Every line in the records below with the string "index" needs to be copied out.

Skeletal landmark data
=== Section Start ===
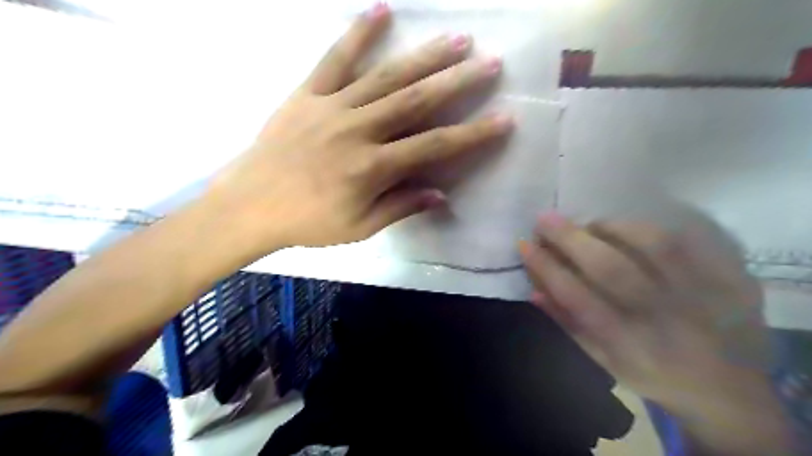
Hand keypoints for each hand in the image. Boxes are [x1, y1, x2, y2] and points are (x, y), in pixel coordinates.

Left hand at [203, 2, 509, 254]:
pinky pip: (335, 58)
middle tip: (489, 62)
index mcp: (372, 167)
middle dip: (457, 81)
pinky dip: (359, 33)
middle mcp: (358, 130)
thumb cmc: (308, 222)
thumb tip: (441, 194)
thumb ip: (401, 207)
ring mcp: (332, 107)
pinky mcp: (308, 93)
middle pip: (416, 101)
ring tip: (456, 37)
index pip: (434, 146)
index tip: (503, 120)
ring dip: (424, 56)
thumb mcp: (359, 227)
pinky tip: (382, 10)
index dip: (472, 134)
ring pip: (386, 76)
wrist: (250, 204)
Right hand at [516, 212, 796, 451]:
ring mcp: (705, 299)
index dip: (547, 268)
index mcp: (630, 347)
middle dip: (571, 239)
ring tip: (589, 224)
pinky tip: (628, 229)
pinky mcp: (733, 282)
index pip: (577, 299)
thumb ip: (567, 325)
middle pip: (613, 269)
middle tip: (545, 219)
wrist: (729, 390)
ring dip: (611, 227)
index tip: (525, 244)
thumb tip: (533, 289)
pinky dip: (650, 229)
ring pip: (653, 246)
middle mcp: (665, 322)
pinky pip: (689, 242)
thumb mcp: (602, 361)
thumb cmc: (651, 373)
=== Section End ===
### YOUR SOLUTION
index mcp: (372, 167)
index pip: (434, 146)
index tip: (503, 120)
index dip: (472, 134)
index dip: (547, 268)
index mcp: (630, 347)
index pip: (577, 299)
index tip: (525, 244)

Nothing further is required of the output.